- [YOUR OBJECTIVE]: In the entries below, find the lines that include "OVERTON" and give their number as the whole reply.

(Saved entries)
------------------------------------

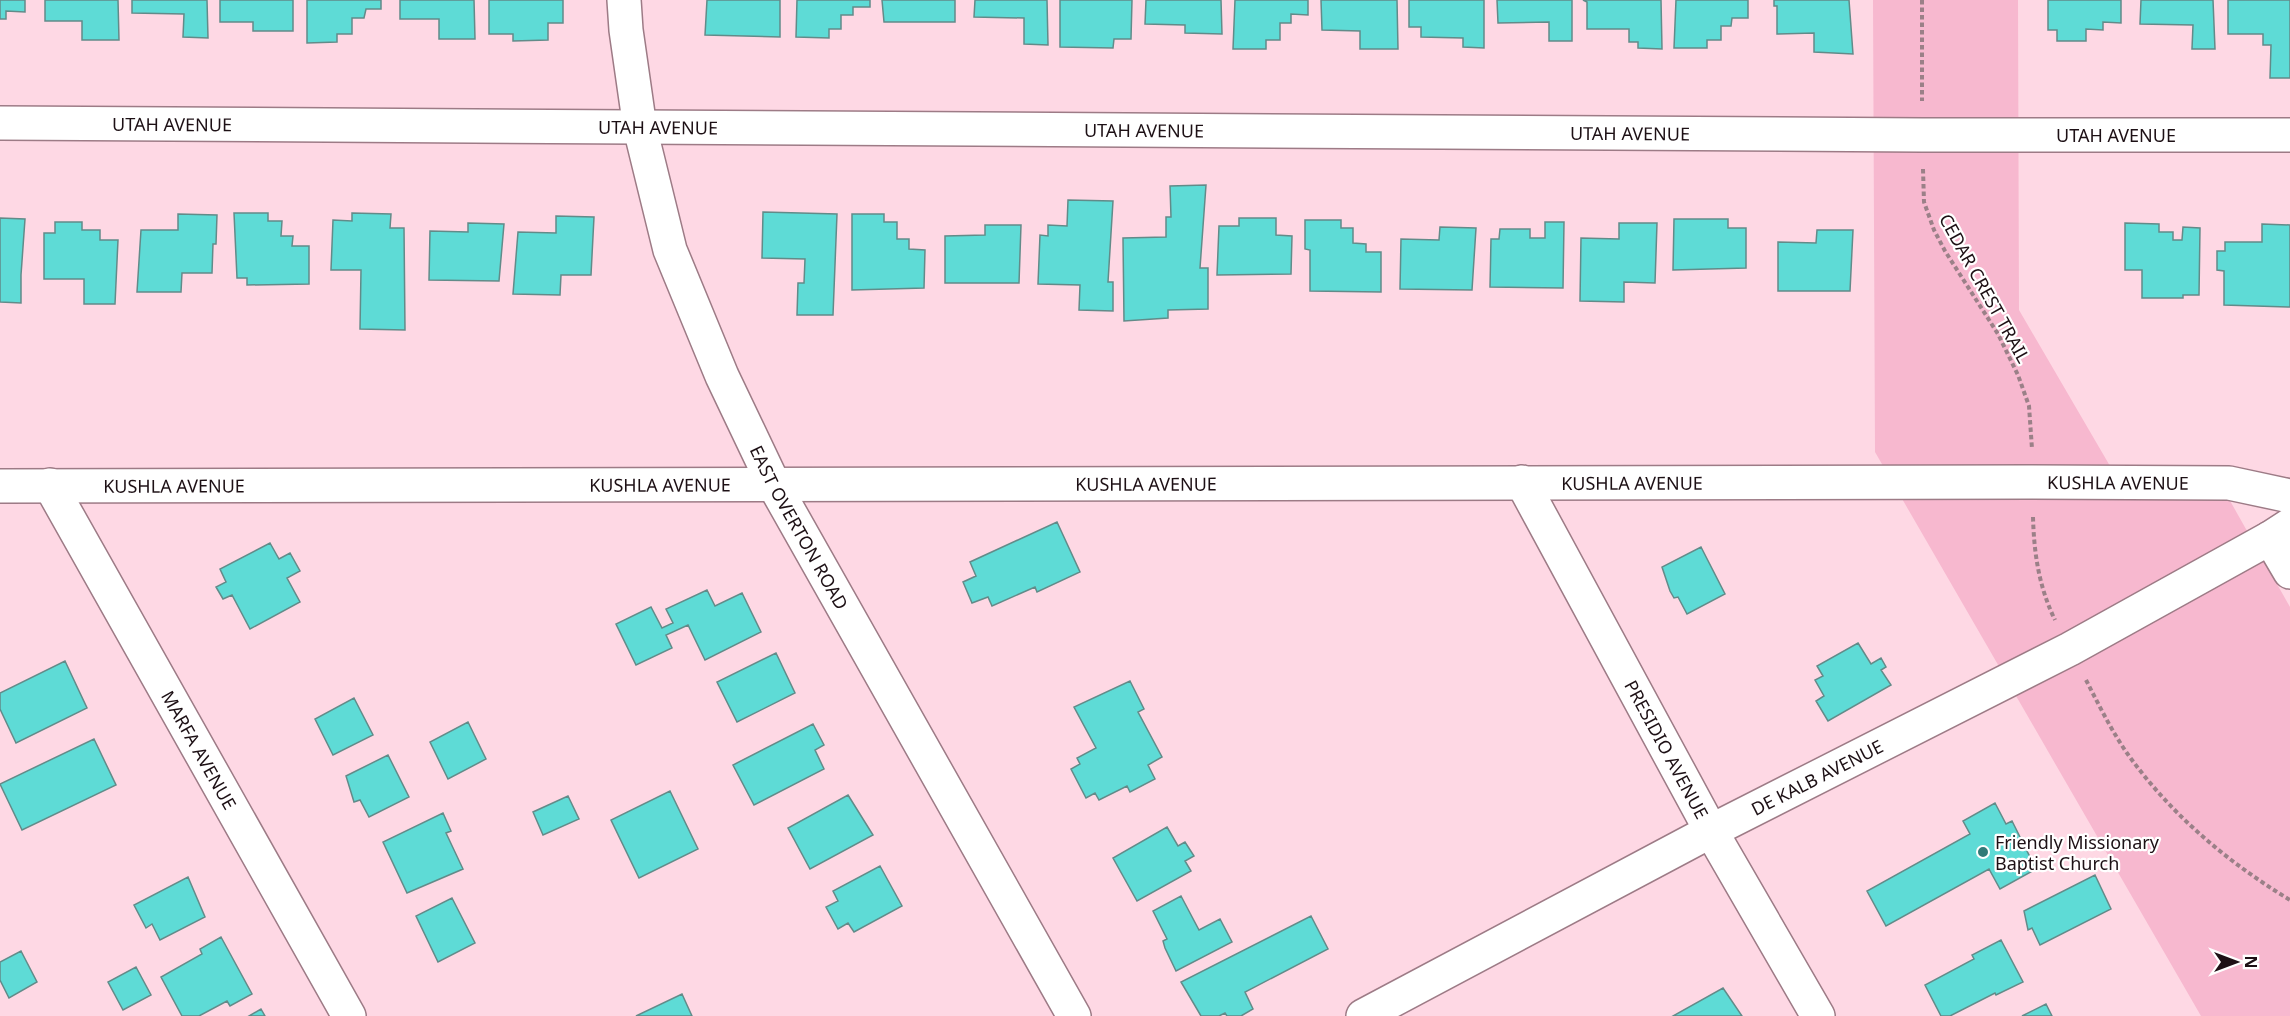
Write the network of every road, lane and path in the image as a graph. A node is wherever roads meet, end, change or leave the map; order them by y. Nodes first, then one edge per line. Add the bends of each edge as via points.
1 (624, 0) edge
2 (1922, 0) edge
3 (1923, 110) dead end
4 (0, 123) edge
5 (640, 128) junction
6 (2290, 135) edge
7 (1923, 168) dead end
8 (2032, 458) dead end
9 (1522, 482) junction
10 (773, 483) junction
11 (50, 485) junction
12 (0, 486) edge
13 (2290, 496) edge
14 (2033, 508) dead end
15 (2280, 531) edge
16 (2290, 572) edge
17 (2060, 630) dead end
18 (2081, 670) dead end
19 (1711, 831) junction
20 (2290, 900) edge
21 (349, 1016) edge
22 (1074, 1016) edge
23 (1363, 1016) edge
24 (1818, 1016) edge

1 - 5 street, EAST OVERTON ROAD
2 - 3 path
4 - 5 street, UTAH AVENUE
5 - 6 street, UTAH AVENUE
5 - 10 street, EAST OVERTON ROAD via 670,250 722,376
7 - 8 path, CEDAR CREST TRAIL via 1924,202 1934,230 1998,334 2018,375 2029,406
9 - 10 street, KUSHLA AVENUE
9 - 13 street, KUSHLA AVENUE via 2229,483
9 - 19 street, PRESIDIO AVENUE
10 - 11 street, KUSHLA AVENUE
10 - 22 street, EAST OVERTON ROAD
11 - 12 street, KUSHLA AVENUE
11 - 21 street, MARFA AVENUE
14 - 17 path via 2037,567 2045,598
15 - 16 street
15 - 19 street, DE KALB AVENUE via 2070,649
18 - 20 path via 2131,759 2161,795 2202,837
19 - 23 street, DE KALB AVENUE
19 - 24 street, PRESIDIO AVENUE

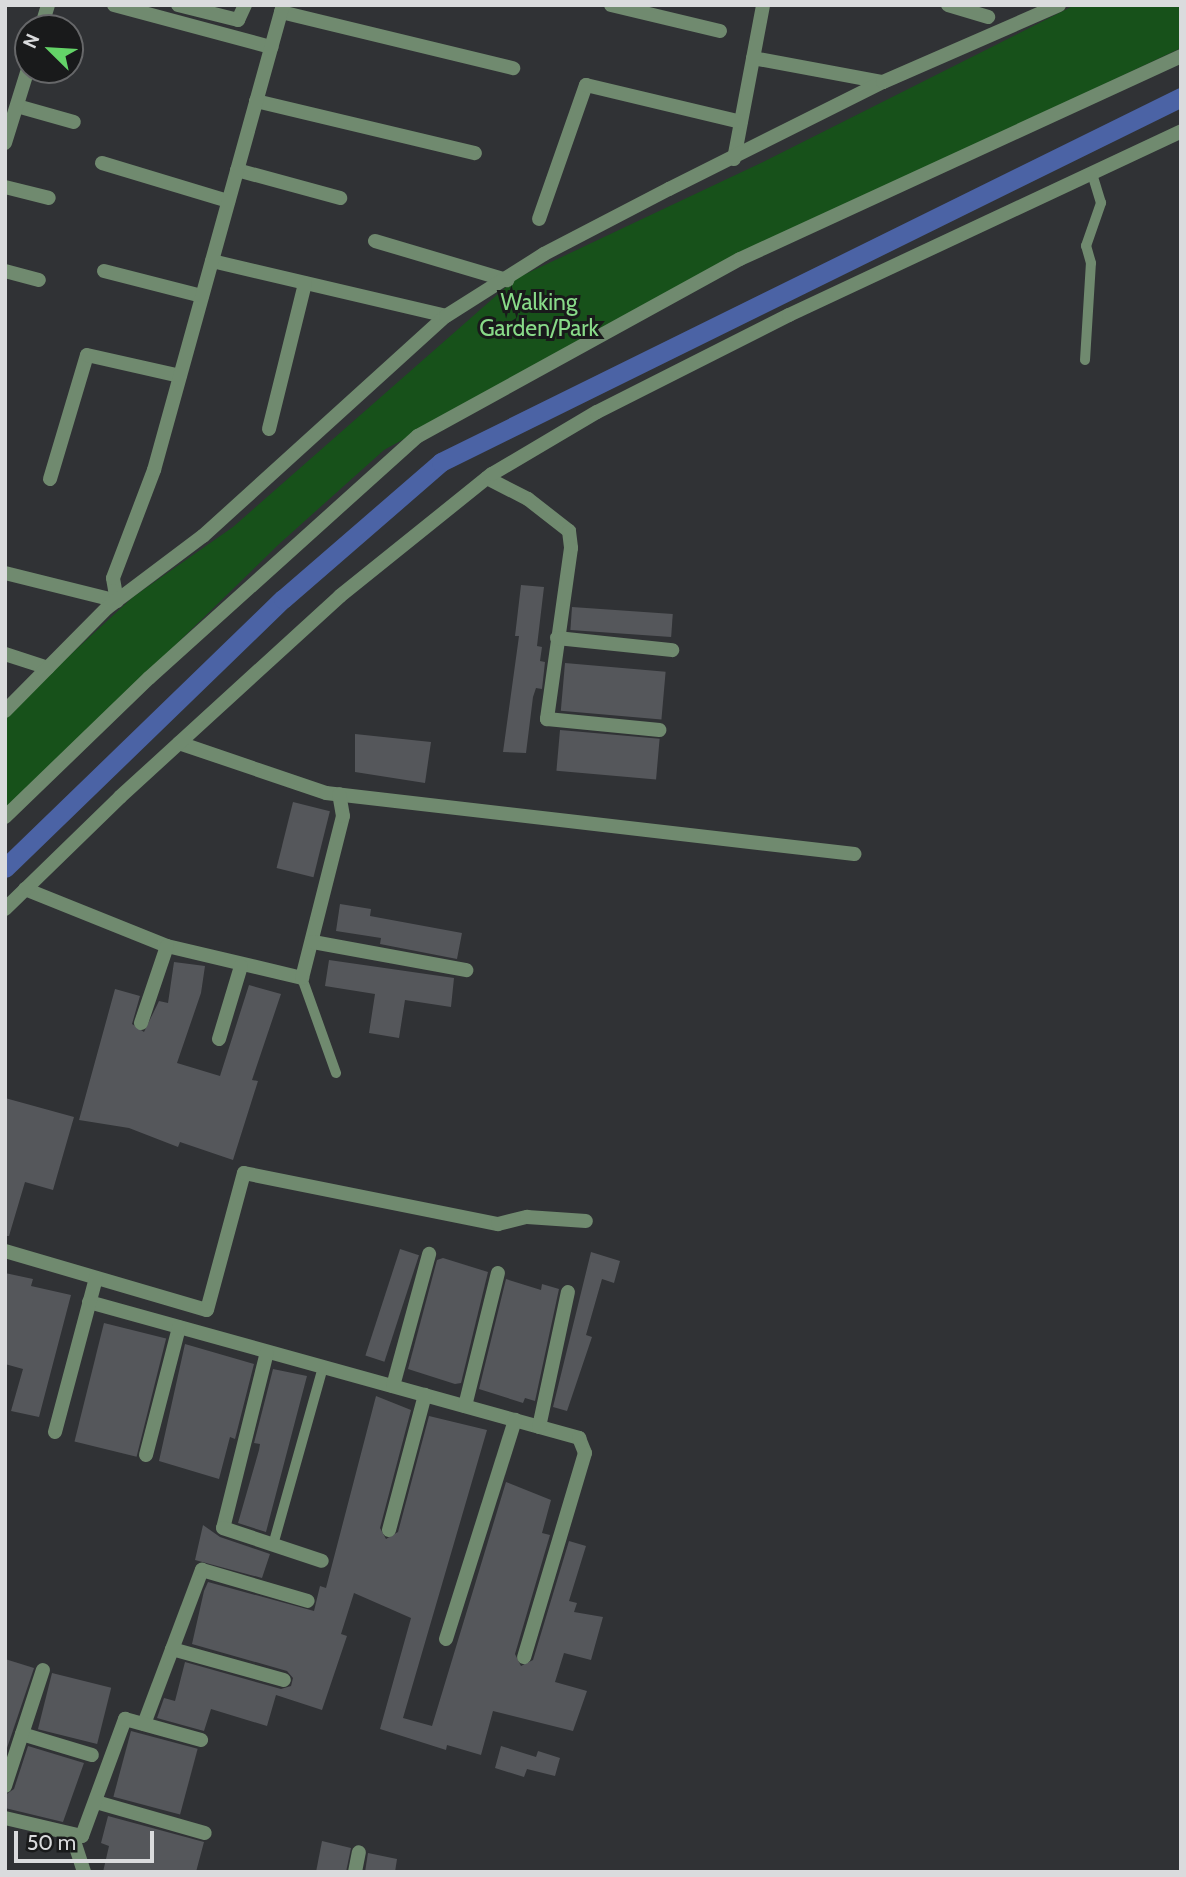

------------------------------------

- [RESPONSE]: 3